(Saved entries)
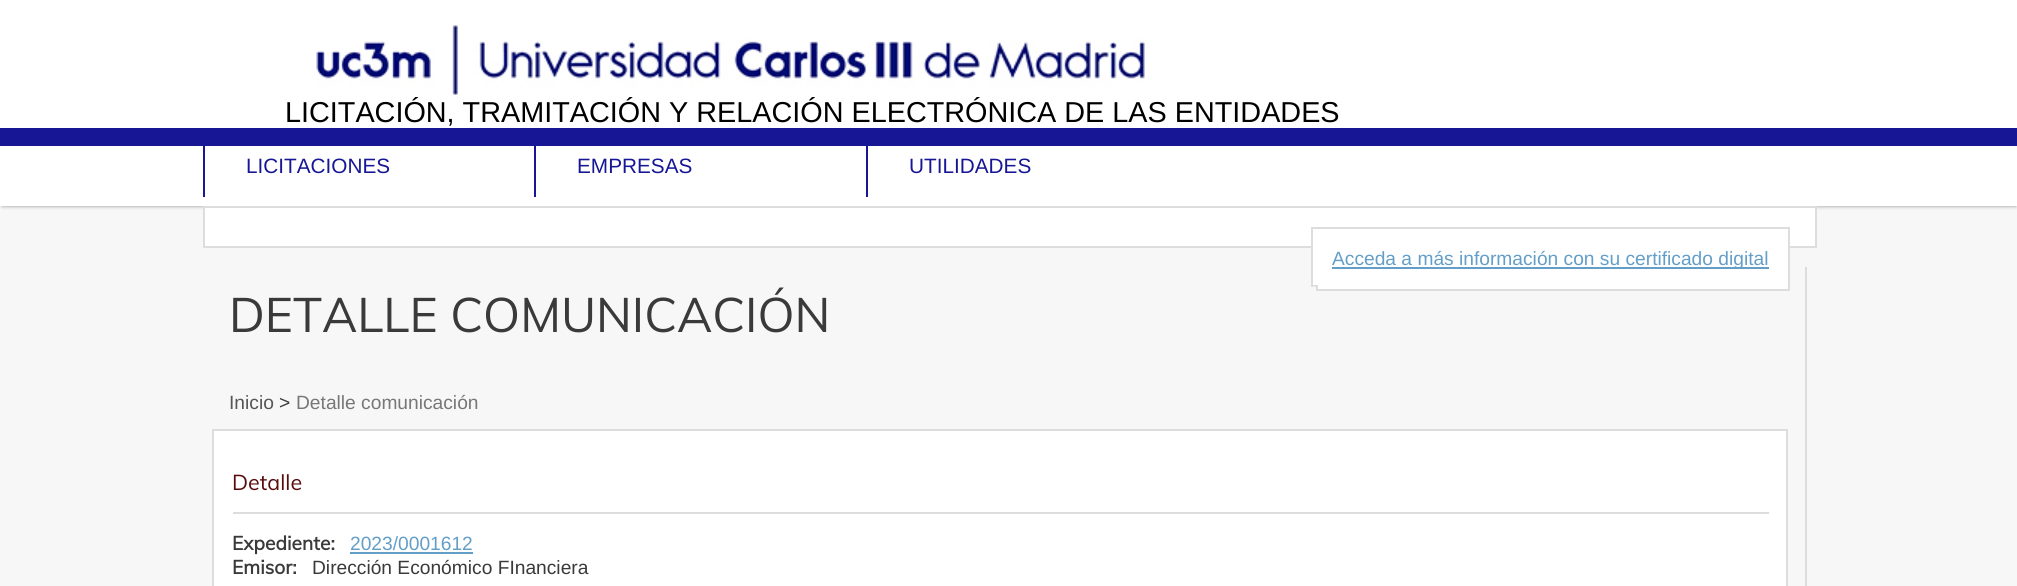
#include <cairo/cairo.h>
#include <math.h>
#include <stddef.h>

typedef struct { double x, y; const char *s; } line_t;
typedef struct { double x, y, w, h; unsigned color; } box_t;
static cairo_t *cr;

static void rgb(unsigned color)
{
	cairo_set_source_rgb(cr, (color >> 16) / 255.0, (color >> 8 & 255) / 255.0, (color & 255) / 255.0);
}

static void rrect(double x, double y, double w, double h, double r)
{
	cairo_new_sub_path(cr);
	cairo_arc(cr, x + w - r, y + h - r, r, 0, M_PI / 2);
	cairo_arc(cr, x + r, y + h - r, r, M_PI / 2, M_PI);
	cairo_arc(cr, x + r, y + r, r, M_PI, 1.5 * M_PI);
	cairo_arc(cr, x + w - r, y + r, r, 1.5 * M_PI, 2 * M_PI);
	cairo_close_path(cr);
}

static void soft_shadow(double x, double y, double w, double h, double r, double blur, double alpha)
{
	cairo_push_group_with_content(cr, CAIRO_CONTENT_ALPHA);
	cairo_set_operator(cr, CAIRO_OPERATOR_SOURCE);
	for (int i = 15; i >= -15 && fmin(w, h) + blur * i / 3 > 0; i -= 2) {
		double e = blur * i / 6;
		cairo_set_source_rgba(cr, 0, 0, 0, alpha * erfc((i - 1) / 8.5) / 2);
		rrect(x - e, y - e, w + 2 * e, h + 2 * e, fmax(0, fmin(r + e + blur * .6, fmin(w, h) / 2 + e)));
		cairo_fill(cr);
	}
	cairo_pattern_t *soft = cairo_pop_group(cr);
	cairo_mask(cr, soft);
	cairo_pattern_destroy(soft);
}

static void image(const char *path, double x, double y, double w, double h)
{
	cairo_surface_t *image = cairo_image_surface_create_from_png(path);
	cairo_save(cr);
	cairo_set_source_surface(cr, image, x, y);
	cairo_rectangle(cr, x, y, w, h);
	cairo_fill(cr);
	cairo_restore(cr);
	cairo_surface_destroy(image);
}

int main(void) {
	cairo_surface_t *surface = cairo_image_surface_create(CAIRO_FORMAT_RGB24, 2017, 586);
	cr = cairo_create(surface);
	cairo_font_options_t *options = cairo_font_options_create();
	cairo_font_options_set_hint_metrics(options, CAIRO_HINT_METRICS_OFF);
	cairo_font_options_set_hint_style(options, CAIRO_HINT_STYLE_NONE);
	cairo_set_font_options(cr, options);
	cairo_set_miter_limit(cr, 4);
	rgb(0xf7f7f7);
	cairo_paint(cr);
	rgb(0xffffff);
	cairo_rectangle(cr, 0, 0, 2017, 128);
	cairo_fill(cr);
	rgb(0xb7b7b7);
	soft_shadow(2, 150, 2014, 57, 0, 1.5, 1);
	rgb(0x171796);
	cairo_rectangle(cr, 0, 128, 2017, 18);
	cairo_fill(cr);
	image("img/1.png", 316, 25, 829, 70);
	{
		static const box_t items[] = {
			{0, 146, 2017, 60, 0xffffff},
			{203, 146, 2, 51, 0x171796},
			{534, 146, 2, 51, 0x171796},
			{866, 146, 2, 51, 0x171796},
		};
		for (size_t i = 0; i < sizeof items / sizeof *items; i++) {
			rgb(items[i].color);
			cairo_rectangle(cr, items[i].x, items[i].y, items[i].w, items[i].h);
			cairo_fill(cr);
		}
	}
	rgb(0xffffff);
	cairo_rectangle(cr, 204, 207, 1612, 40);
	cairo_fill_preserve(cr);
	rgb(0xdddddd);
	cairo_stroke(cr);
	rgb(0xffffff);
	cairo_rectangle(cr, 1313, 246, 475, 43);
	cairo_fill(cr);
	cairo_rectangle(cr, 1312, 228, 477, 62);
	rgb(0xdddddd);
	cairo_stroke(cr);
	rgb(0x639ec8);
	cairo_rectangle(cr, 1332, 267, 437, 2);
	cairo_fill(cr);
	rgb(0xdddddd);
	cairo_new_path(cr);
	cairo_move_to(cr, 1313, 285);
	cairo_line_to(cr, 1313, 286.5);
	cairo_line_to(cr, 1315.5, 286.5);
	cairo_line_to(cr, 1315.5, 290);
	cairo_line_to(cr, 1318, 290);
	cairo_line_to(cr, 1318, 285);
	cairo_close_path(cr);
	cairo_fill(cr);
	rgb(0xf7f7f7);
	cairo_rectangle(cr, 1311, 287, 5, 4);
	cairo_fill(cr);
	rgb(0xdddddd);
	cairo_rectangle(cr, 1805, 267, 2, 319);
	cairo_fill(cr);
	rgb(0xffffff);
	cairo_rectangle(cr, 213, 430, 1574, 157);
	cairo_fill_preserve(cr);
	rgb(0xdddddd);
	cairo_stroke(cr);
	cairo_rectangle(cr, 233, 512, 1536, 2);
	cairo_fill(cr);
	rgb(0x639ec8);
	cairo_rectangle(cr, 350, 552, 123, 2);
	cairo_fill(cr);
	cairo_select_font_face(cr, "Liberation Sans", CAIRO_FONT_SLANT_NORMAL, CAIRO_FONT_WEIGHT_NORMAL);
	cairo_set_font_size(cr, 28.8);
	rgb(0x000000);
	cairo_move_to(cr, 285, 122);
	cairo_show_text(cr, "LICITACIÓN, TRAMITACIÓN Y RELACIÓN ELECTRÓNICA DE LAS ENTIDADES");
	cairo_set_font_size(cr, 20.75);
	rgb(0x171796);
	{
		static const line_t items[] = {
			{246, 173, "LICITACIONES"},
			{577, 173, "EMPRESAS"},
			{909, 173, "UTILIDADES"},
		};
		for (size_t i = 0; i < sizeof items / sizeof *items; i++) {
			cairo_move_to(cr, items[i].x, items[i].y);
			cairo_show_text(cr, items[i].s);
		}
	}
	cairo_set_font_size(cr, 19.2);
	rgb(0x639ec8);
	cairo_move_to(cr, 1332, 265);
	cairo_show_text(cr, "Acceda a más información con su certificado digital");
	cairo_select_font_face(cr, "Muli", CAIRO_FONT_SLANT_NORMAL, CAIRO_FONT_WEIGHT_NORMAL);
	cairo_set_font_size(cr, 48);
	rgb(0x3a3a3a);
	cairo_move_to(cr, 229, 332);
	cairo_show_text(cr, "DETALLE COMUNICACIÓN");
	cairo_select_font_face(cr, "Liberation Sans", CAIRO_FONT_SLANT_NORMAL, CAIRO_FONT_WEIGHT_NORMAL);
	cairo_set_font_size(cr, 19.2);
	rgb(0x565656);
	cairo_move_to(cr, 229, 409);
	cairo_show_text(cr, "Inicio");
	rgb(0x3a3a3a);
	cairo_move_to(cr, 279, 409);
	cairo_show_text(cr, ">");
	rgb(0x777777);
	cairo_move_to(cr, 296, 409);
	cairo_show_text(cr, "Detalle comunicación");
	cairo_select_font_face(cr, "Muli", CAIRO_FONT_SLANT_NORMAL, CAIRO_FONT_WEIGHT_NORMAL);
	cairo_set_font_size(cr, 21.5);
	rgb(0x580c0c);
	cairo_move_to(cr, 232, 490);
	cairo_show_text(cr, "Detalle");
	cairo_select_font_face(cr, "Muli", CAIRO_FONT_SLANT_NORMAL, CAIRO_FONT_WEIGHT_BOLD);
	cairo_set_font_size(cr, 19.2);
	rgb(0x3a3a3a);
	cairo_move_to(cr, 232, 550);
	cairo_show_text(cr, "Expediente:");
	cairo_select_font_face(cr, "Liberation Sans", CAIRO_FONT_SLANT_NORMAL, CAIRO_FONT_WEIGHT_NORMAL);
	rgb(0x639ec8);
	cairo_move_to(cr, 350, 550);
	cairo_show_text(cr, "2023/0001612");
	cairo_select_font_face(cr, "Muli", CAIRO_FONT_SLANT_NORMAL, CAIRO_FONT_WEIGHT_BOLD);
	rgb(0x3a3a3a);
	cairo_move_to(cr, 232, 574);
	cairo_show_text(cr, "Emisor:");
	cairo_select_font_face(cr, "Liberation Sans", CAIRO_FONT_SLANT_NORMAL, CAIRO_FONT_WEIGHT_NORMAL);
	cairo_move_to(cr, 312, 574);
	cairo_show_text(cr, "Dirección Económico FInanciera");
	cairo_surface_write_to_png(surface, "page.png");
	cairo_font_options_destroy(options);
	cairo_destroy(cr);
	cairo_surface_destroy(surface);
	return 0;
}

• _Requirement_
The lines above from the one containing "double x, y;" through the one containing "cairo_save(cr);" are to be set down exactly, and no others.

• _Solution to this task_
typedef struct { double x, y; const char *s; } line_t;
typedef struct { double x, y, w, h; unsigned color; } box_t;
static cairo_t *cr;

static void rgb(unsigned color)
{
	cairo_set_source_rgb(cr, (color >> 16) / 255.0, (color >> 8 & 255) / 255.0, (color & 255) / 255.0);
}

static void rrect(double x, double y, double w, double h, double r)
{
	cairo_new_sub_path(cr);
	cairo_arc(cr, x + w - r, y + h - r, r, 0, M_PI / 2);
	cairo_arc(cr, x + r, y + h - r, r, M_PI / 2, M_PI);
	cairo_arc(cr, x + r, y + r, r, M_PI, 1.5 * M_PI);
	cairo_arc(cr, x + w - r, y + r, r, 1.5 * M_PI, 2 * M_PI);
	cairo_close_path(cr);
}

static void soft_shadow(double x, double y, double w, double h, double r, double blur, double alpha)
{
	cairo_push_group_with_content(cr, CAIRO_CONTENT_ALPHA);
	cairo_set_operator(cr, CAIRO_OPERATOR_SOURCE);
	for (int i = 15; i >= -15 && fmin(w, h) + blur * i / 3 > 0; i -= 2) {
		double e = blur * i / 6;
		cairo_set_source_rgba(cr, 0, 0, 0, alpha * erfc((i - 1) / 8.5) / 2);
		rrect(x - e, y - e, w + 2 * e, h + 2 * e, fmax(0, fmin(r + e + blur * .6, fmin(w, h) / 2 + e)));
		cairo_fill(cr);
	}
	cairo_pattern_t *soft = cairo_pop_group(cr);
	cairo_mask(cr, soft);
	cairo_pattern_destroy(soft);
}

static void image(const char *path, double x, double y, double w, double h)
{
	cairo_surface_t *image = cairo_image_surface_create_from_png(path);
	cairo_save(cr);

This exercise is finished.